Num muss ich das Dynamic Web Module mindestens auf 2.4 runterbekommen, aber wenn ich das in den Eclipse Project Settings probiere bekomme ich immer nur "Cannot change version of project facet Dynamic Web Module to 2.4.".

Wie kann ich das Dynamic Web Module so ändern, dass er auch unter 2.4 läuft. Wenn ich das aktuelle Projekt mit nem Tomcat 5.5 starten will, bekomme ich nur "The server does not support version 2.5 of the J2EE Web module specification."?

Danke

MfG
NiBurhe


----------



## byte (6. Dez 2007)

Ich hab das letztens gemacht, indem ich einfach ein neues Dynamic Web Project mit v2.4 erstellt und dort das alte Projekt importiert habe.

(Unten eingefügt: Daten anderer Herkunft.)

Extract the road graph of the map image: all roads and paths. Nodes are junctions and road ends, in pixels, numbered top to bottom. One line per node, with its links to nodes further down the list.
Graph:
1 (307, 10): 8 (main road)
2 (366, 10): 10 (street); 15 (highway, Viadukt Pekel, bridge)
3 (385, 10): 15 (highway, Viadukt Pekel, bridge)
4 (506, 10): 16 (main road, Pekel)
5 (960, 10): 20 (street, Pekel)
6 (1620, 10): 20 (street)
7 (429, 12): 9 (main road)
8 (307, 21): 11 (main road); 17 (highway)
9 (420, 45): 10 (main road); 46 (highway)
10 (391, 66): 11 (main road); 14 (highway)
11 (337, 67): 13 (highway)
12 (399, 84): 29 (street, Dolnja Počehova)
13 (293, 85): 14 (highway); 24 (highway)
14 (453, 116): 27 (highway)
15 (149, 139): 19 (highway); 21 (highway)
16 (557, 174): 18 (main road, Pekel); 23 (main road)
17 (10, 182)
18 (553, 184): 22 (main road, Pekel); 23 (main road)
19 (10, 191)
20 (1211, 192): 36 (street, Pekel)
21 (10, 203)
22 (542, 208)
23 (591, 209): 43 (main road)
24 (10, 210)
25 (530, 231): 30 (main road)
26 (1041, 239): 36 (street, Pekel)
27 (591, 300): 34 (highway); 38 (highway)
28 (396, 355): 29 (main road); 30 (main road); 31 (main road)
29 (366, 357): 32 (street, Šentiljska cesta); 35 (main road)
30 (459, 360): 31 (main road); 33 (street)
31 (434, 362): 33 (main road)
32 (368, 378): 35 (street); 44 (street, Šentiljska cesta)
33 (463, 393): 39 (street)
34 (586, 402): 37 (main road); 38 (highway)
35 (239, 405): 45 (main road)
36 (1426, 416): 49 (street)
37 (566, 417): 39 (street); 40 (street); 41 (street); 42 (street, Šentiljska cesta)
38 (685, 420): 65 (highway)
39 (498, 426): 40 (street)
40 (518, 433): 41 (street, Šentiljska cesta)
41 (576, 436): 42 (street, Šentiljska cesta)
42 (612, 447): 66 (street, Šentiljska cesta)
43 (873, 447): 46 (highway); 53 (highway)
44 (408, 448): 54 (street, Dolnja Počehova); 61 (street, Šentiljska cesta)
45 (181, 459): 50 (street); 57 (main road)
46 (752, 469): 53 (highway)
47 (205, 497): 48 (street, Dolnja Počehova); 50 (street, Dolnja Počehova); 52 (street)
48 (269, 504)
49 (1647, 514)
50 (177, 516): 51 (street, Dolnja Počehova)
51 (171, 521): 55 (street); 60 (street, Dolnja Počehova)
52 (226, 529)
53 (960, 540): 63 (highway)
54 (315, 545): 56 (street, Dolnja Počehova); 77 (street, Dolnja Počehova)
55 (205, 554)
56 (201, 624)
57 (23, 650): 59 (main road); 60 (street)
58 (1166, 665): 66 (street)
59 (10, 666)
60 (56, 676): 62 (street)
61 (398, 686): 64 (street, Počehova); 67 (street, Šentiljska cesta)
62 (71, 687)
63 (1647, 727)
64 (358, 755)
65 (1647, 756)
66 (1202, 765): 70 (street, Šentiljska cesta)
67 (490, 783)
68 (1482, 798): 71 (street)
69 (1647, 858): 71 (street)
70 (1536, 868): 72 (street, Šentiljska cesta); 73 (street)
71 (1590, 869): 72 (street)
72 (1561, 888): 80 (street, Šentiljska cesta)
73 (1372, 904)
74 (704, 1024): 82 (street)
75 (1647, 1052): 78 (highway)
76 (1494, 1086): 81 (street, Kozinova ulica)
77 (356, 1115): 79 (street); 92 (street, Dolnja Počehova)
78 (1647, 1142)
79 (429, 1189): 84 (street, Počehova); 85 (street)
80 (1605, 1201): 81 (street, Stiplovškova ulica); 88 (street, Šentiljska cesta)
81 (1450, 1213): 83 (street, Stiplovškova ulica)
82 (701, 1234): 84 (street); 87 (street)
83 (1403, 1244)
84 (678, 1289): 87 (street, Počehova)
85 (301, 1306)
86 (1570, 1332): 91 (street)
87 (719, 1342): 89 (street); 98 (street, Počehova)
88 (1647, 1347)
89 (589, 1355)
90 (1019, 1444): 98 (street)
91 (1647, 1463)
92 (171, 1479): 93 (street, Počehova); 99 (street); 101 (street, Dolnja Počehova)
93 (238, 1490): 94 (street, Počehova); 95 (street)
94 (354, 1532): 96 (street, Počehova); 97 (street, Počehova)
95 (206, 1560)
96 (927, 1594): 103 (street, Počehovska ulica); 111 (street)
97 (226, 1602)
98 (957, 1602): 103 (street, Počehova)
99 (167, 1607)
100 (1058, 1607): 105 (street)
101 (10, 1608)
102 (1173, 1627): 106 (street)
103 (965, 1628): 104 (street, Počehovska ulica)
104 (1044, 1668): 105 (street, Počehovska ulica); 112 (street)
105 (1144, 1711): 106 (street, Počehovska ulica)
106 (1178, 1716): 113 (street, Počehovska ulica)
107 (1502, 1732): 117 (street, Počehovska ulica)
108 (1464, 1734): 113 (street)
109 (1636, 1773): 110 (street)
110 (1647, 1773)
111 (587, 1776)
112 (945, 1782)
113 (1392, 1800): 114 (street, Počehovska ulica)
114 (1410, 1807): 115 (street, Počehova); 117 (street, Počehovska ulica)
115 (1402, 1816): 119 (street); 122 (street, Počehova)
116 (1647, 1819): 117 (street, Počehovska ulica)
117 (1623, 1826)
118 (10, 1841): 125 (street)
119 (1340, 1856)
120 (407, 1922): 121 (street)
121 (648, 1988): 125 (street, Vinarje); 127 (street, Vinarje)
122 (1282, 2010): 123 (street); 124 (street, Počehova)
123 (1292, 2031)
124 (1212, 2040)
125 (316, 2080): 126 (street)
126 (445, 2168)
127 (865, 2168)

Evtl. ist es aber schon ausreichend, wenn man die Versionsnummer in der web.xml ändert. Der Wert steht dort als Attribut im Root-Element.


----------



## NiBurhe (6. Dez 2007)

Danke

Das mit dem Umbennen alleine reichte zwar nicht, aber ich habe es dann in ein neues Projekt mit den richtigen einstellungen kopiert.

MfG
NiBurhe


----------